An Education in History Education
Gamification and a Better You
[x-posted at Videogames, Learning, & School Design]
Despite my best efforts to the contrary, I have been unable to hit the gym this semester. It’s on the way home, it’s free, and I know I’d have more energy if I went. I know all of these things, and yet, I still can’t muster up the motivation to go.
Ah, there’s the key word: motivation.
Gamification centers on the idea that one can apply game design principles to any problem. Need to motivate students to learn. GAMIFY IT! Need to quit smoking? GAMIFY IT! Need to hit the gym more frequently? GAMIFY IT! (If you’ve seen Dexter, Season 5, then this refrain will sound familiar.)

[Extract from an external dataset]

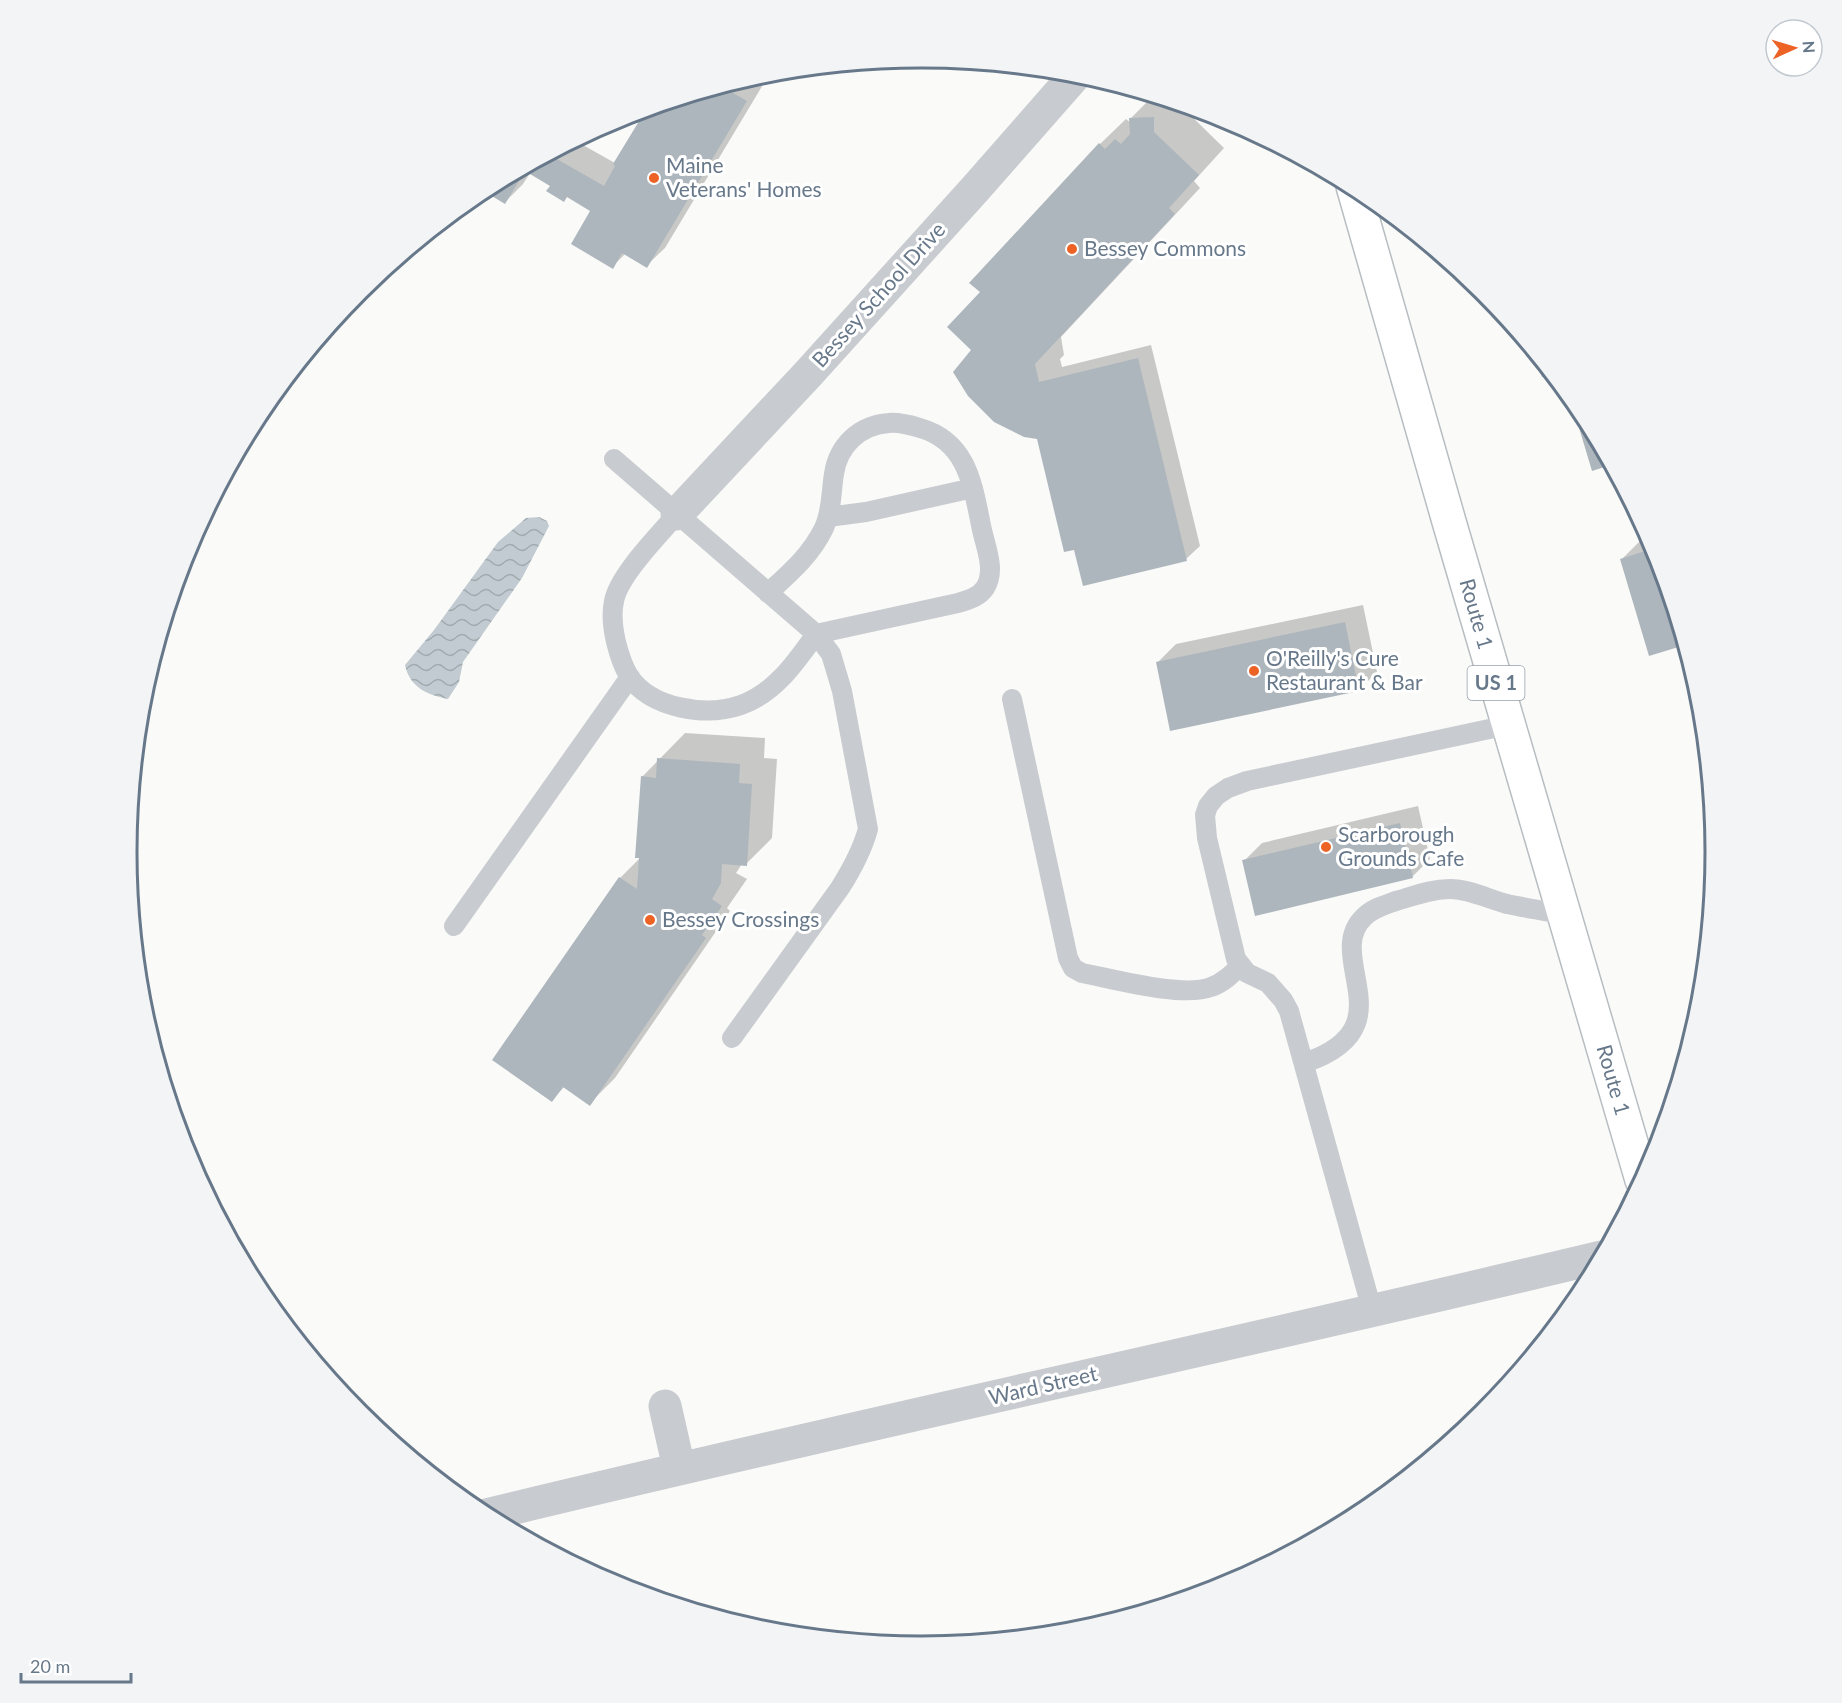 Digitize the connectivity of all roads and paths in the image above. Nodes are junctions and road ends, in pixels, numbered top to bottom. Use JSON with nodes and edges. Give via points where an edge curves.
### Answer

Brian Wang and Dick Talens have not only gamified the gym experience with Fitocracy, but they have done so with enormous amounts of personal success, going from fraught with flab to muscles of many, from sitting all day to fitting in your clothes. They argue that the characteristics of high-intensity gamers are almost identical to those of body builders:
They’ve been trained to focus for weeks at a time on a single goal. They know how to clearly identify obstacles and form step-by-step plans to overcome them. They’re obsessed with improving specific skills but judge success only by overall progress made in the world they’ve decided to conquer — as realistic or fantastical as it may be.
Gamification has its detractors and critics, notably Iam Bogost, with his post, “Gamification is Bullshit.” But, Bogost’s ire seems not to be directed at serious thinkers and pedagogical theoreticians but rather at a corporate edutainment industry hellbent on making profits, not learners. Shawn Graham’s “Gamification, Bullshit, and Teaching History,” at Play the Past, is taking up Bogost’s challenge, and we would do well to remain similarly skeptical of techno-educational fads but also take account of the potential benefits of innovative pedagogy.
Maybe an system of external rewards and online badges will get me into the gym at least once this semester, but it’s this notion of externality that also kinda makes me hate going to the gym: the super-amped, jacked guy that gazes longingly at his deltoids in the mirror. If I go to the gym, ultimately, it’s because I want a better quality of life and not necessarily a better looking body…but I guess that wouldn’t hurt either.